(Beginning of DATASET EXTRACT)
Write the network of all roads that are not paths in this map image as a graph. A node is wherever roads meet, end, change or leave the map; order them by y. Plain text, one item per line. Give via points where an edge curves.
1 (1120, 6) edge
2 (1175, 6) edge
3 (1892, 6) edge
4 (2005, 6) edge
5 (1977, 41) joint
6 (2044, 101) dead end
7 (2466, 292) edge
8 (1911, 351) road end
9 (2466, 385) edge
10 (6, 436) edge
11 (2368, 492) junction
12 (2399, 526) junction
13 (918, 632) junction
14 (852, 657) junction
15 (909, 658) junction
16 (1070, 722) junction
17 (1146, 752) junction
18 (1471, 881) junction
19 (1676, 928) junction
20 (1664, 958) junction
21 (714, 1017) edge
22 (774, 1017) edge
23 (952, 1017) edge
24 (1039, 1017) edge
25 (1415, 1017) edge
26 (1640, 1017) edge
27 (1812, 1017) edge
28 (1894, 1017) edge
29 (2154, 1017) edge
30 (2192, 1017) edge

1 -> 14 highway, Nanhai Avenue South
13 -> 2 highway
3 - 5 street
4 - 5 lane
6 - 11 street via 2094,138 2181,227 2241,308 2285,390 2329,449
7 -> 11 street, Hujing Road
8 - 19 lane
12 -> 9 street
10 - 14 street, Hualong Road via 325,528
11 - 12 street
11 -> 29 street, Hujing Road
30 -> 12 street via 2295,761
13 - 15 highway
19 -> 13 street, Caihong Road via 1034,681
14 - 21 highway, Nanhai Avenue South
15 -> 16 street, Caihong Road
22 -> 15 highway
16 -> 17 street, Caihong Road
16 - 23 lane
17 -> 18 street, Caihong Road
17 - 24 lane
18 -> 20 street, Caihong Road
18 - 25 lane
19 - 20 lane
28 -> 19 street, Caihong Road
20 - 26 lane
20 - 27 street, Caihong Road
(End of DATASET EXTRACT)
### [TASK REQUIREMENTS]
Identify the lines of the entries containing the string "highway". Copy each such line.

### [EXPECTED ANSWER]
1 -> 14 highway, Nanhai Avenue South
13 -> 2 highway
13 - 15 highway
14 - 21 highway, Nanhai Avenue South
22 -> 15 highway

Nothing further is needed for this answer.